Request to Hitchens   Posted: May 21, 2007 9:18 PM
Hitchens, please tell us, since you won't tell Wilson, why your evolved innate conscience carries any objective weight. And then tell us why it is has any ethical jurisdiction over anyone else's innate conscience. And then address this irony: As a naturalist, the best you can say is that supernaturalist religion is not natural, not the proper result of matter in motion, not what evolution was supposed to produce. And yet supernaturalist religion has happened. Chemicals in motion have given birth to an almost universal belief in deity and afterlife among humans. So how would you go about arguing against the innateness of belief in deity when it is, well, so seemingly innate? Why do you get to pick and choose which innatenesses are the correct innatenesses? To make it more specific, why is my own innate conviction to believe in God not authoritative for you, while your convictions are for me? We know why *you* don't like Xianity, but you're supposed to convince others (see debate title).

Ken Barber   Posted: May 20, 2007 3:37 PM
I do not concur that Christopher has taken on "heavyweights", although I love his fearless denunciation of the 'straw man' of religious humanism which champions an eternally offended God Who tortures the work of His Own creation - especially those He made in His image!

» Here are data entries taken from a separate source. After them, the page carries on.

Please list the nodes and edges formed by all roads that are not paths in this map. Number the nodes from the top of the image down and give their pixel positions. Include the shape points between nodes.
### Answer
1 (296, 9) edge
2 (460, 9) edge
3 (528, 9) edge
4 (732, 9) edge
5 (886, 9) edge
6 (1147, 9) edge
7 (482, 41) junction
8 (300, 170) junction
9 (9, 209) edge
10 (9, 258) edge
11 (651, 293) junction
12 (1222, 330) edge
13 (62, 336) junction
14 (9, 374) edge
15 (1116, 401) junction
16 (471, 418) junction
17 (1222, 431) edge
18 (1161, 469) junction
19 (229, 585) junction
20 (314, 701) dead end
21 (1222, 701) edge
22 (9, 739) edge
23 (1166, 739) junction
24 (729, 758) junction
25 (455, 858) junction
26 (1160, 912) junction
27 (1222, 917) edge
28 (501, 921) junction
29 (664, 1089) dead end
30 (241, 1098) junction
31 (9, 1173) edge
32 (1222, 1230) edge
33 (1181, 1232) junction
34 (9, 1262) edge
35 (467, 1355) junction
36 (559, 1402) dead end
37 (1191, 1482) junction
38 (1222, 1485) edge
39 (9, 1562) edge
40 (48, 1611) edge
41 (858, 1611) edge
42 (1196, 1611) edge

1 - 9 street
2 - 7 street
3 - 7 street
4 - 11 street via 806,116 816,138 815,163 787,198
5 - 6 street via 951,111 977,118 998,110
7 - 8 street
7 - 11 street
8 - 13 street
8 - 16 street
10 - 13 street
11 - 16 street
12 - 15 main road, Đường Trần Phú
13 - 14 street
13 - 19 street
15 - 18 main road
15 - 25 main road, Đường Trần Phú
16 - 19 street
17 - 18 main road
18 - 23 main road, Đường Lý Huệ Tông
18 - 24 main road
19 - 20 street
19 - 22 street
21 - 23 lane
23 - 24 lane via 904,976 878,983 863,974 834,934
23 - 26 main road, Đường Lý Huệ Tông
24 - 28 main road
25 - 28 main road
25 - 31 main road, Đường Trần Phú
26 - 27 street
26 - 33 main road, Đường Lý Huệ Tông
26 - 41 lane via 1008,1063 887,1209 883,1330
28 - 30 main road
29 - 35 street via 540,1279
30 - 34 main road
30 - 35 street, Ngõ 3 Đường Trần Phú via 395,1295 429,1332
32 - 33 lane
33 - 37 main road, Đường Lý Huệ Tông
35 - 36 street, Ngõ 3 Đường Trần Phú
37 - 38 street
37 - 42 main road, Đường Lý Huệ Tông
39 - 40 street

I look forward to the day when Christopher, along with all of mankind, including me, will fully discover that we so easily 'strain at gnats and swallow camels" - and that God, and His Christ, is great. The wine will flow (and maybe grace will allow for us to enjoy a glass or two of Johnnie Walker, I speak as a man). What a good laugh shall be enjoyed by all as we cheerfully lose our own sense of self-importance and bathe in the Light of He Who holds us all so dearly. I was not permitted to submit this without choosing 'a star rating' so I selected 5 stars in the knowledge that He shall make all things beautiful in His time.